Oprah Winfrey and other celebrities have claimed to lose weight while still eating all their favorite foods on Weight Watchers. But the TLC reality television show "My 600-lb Life" disproves major aspects of the famous diet plan. Dr. Younan Nowzaradan's bariatric surgery diet seems to contradict WW on dieting and foods to eat for weight loss. Is it possible, as Oprah says, to have your cake and weight loss too?

Oprah lost 45 pounds on Weight Watchers

By now, readers of "O" magazine are pretty familiar with Oprah's big weight loss. The TV talk show celebrity has always attributed Weight Watchers for helping her to overcome obesity (though there were some rumors of gastric bypass surgery or plastic surgery). What did surprise was Oprah's claim to lose weight after she stopped dieting. "My 600-lb Life" patients have had a different experience. All of them have found that weight loss requires constant vigilance, aka following some kind of diet. And what is Weight Watchers after all but a diet?

Weight Watchers slippery slope

The fault with Weight Watchers isn't in meal planning. It's in disingenuous terminology and false claims. The diet brags to eliminate calorie counting as if that's a bad thing. But the points system is just counting calories using a different method. Further, "My 600-lb Life" disproves the claim that dieters can eat all they want and lose weight. Morbidly obese people are never satisfied and always hungry. They eat thousands more calories than they should. Dr. Now can't afford to play around letting them eat "favorite foods." That's what made them 2-4 times the normal human weight. His reality television patients must drop 400-600 pounds immediately and bariatric surgery is the only way.

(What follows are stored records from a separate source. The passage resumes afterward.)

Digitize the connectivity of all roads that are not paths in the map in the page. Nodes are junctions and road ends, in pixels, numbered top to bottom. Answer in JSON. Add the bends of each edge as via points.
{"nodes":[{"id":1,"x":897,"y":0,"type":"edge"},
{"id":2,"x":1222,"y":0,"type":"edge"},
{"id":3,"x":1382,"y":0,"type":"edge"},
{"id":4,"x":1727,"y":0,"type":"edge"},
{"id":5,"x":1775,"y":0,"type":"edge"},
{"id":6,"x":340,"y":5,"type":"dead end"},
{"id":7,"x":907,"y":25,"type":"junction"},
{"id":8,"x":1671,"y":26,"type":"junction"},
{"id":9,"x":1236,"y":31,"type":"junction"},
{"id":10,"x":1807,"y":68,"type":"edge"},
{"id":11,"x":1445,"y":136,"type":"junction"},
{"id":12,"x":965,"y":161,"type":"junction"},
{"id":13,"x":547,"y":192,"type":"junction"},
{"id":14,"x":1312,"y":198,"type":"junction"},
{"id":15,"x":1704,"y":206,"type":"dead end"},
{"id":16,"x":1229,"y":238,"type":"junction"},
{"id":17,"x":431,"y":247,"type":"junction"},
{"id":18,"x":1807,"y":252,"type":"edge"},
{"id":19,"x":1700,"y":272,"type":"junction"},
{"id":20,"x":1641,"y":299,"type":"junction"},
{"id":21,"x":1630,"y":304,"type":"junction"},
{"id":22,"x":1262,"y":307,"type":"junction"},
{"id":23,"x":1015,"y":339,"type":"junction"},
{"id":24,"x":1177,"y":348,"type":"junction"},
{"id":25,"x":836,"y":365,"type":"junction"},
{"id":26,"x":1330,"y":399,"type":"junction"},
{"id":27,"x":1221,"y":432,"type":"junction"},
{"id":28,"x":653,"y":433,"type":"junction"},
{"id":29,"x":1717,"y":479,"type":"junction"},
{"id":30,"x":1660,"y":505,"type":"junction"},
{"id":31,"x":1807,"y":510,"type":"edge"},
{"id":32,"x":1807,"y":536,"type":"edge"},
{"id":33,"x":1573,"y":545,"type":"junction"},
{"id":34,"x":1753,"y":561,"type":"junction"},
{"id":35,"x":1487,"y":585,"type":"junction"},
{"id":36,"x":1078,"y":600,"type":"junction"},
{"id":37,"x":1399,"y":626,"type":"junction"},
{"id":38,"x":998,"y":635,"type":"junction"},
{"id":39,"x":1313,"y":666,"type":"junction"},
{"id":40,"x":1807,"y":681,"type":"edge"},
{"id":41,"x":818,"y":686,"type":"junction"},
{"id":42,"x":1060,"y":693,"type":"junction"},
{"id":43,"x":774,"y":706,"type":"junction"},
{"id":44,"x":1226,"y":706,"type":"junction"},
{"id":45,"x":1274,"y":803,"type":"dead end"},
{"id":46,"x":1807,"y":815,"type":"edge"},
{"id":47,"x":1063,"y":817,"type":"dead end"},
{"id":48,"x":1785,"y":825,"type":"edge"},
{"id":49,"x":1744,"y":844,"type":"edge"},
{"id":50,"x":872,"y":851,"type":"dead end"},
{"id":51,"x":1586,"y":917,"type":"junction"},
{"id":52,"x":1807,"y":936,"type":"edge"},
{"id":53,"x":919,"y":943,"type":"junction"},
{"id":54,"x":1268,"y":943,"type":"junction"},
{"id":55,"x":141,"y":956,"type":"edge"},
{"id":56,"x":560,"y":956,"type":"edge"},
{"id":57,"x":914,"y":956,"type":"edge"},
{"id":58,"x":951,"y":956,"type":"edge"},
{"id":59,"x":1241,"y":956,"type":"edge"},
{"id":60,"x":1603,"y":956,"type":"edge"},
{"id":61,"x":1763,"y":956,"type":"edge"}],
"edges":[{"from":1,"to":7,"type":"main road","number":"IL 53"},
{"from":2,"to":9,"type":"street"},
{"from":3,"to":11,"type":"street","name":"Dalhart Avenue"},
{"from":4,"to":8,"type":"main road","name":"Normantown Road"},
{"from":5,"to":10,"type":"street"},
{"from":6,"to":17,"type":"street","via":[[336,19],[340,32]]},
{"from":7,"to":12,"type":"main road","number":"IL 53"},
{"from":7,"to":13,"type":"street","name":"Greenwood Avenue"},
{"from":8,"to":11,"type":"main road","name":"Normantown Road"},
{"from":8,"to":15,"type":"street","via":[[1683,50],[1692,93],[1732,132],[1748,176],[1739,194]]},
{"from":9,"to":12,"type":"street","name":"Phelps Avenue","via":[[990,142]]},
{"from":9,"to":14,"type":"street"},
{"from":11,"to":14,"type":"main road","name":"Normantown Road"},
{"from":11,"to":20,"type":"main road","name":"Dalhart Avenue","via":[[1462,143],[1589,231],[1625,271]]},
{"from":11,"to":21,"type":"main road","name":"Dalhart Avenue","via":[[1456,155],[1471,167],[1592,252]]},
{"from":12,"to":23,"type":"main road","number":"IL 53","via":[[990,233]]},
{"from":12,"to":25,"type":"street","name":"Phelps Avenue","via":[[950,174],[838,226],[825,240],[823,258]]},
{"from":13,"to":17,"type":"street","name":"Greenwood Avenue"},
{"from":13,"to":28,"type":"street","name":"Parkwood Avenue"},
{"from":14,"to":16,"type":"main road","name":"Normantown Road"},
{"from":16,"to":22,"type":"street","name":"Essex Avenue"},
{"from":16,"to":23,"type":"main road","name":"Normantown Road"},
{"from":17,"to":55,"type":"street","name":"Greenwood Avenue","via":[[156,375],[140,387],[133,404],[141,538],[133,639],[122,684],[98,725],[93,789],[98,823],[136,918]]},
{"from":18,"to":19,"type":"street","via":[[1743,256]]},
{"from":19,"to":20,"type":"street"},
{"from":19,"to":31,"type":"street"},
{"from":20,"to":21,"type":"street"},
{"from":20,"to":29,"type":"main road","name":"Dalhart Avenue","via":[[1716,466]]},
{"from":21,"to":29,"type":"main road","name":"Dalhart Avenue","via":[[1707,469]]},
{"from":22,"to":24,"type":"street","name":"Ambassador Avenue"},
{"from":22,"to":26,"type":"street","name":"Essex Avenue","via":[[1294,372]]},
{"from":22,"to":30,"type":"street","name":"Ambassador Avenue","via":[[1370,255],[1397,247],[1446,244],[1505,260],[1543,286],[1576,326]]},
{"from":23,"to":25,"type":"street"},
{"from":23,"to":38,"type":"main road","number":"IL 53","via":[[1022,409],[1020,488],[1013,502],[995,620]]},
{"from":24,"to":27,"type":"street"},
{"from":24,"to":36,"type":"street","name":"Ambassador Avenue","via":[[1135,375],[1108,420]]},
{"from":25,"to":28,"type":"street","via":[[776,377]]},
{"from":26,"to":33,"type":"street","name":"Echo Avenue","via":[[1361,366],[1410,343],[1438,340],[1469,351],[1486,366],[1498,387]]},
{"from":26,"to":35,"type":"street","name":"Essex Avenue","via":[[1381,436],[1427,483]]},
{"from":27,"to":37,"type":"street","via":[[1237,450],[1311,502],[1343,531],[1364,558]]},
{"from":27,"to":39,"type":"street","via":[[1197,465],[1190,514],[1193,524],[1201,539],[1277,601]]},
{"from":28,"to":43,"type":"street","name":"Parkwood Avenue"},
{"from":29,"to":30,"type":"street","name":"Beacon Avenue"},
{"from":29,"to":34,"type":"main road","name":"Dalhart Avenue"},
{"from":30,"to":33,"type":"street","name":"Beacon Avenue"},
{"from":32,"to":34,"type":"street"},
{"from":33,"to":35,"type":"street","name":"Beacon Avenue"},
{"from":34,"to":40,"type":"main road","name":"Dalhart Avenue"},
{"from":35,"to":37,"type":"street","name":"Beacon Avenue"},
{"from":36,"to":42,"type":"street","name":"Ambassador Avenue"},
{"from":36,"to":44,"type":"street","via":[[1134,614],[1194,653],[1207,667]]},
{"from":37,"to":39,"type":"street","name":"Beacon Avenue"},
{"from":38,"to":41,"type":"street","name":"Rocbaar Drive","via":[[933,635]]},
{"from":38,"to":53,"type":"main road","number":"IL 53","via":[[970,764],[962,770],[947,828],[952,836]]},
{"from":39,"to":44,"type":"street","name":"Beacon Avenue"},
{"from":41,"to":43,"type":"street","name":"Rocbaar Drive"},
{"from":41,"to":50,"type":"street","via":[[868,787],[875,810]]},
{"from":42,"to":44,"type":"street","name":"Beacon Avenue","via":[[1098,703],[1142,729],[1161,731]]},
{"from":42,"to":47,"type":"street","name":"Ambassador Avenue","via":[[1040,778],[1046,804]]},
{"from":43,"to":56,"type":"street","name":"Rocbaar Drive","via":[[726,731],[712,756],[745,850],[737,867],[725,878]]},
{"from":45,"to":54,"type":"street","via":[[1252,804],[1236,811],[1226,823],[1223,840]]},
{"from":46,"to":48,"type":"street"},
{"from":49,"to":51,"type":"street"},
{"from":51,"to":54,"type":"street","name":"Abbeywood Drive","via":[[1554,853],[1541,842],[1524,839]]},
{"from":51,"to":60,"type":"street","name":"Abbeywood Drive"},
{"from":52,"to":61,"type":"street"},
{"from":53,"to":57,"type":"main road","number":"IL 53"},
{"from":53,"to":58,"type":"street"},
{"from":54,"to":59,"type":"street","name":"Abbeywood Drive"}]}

Gastric bypass diet cuts major food groups

Oprah's "favorite foods" translate to junk food which is essentially forbidden on the gastric bypass meal plan and any effective diet. Weight Watchers also doesn't tell you that you can only eat tiny servings of diet versions of junk food. And those don't hit the cravings. "My 600-lb Life" Steven Assanti craved pizza--the 500-calorie per slice kind. James K's weakness was Chinese food and not the low-cal, reduced-everything portion controlled style. Dr. Now's diet not only cuts processed foods (like Weight Watchers meals) but also major food groups including bread, fruit and some good carbs. But he also shows them how to avoid hunger with mega protein foods and fat-burning fiber and fatty acids. Do patients love the foods? Not really--but they do find life-saving weight loss.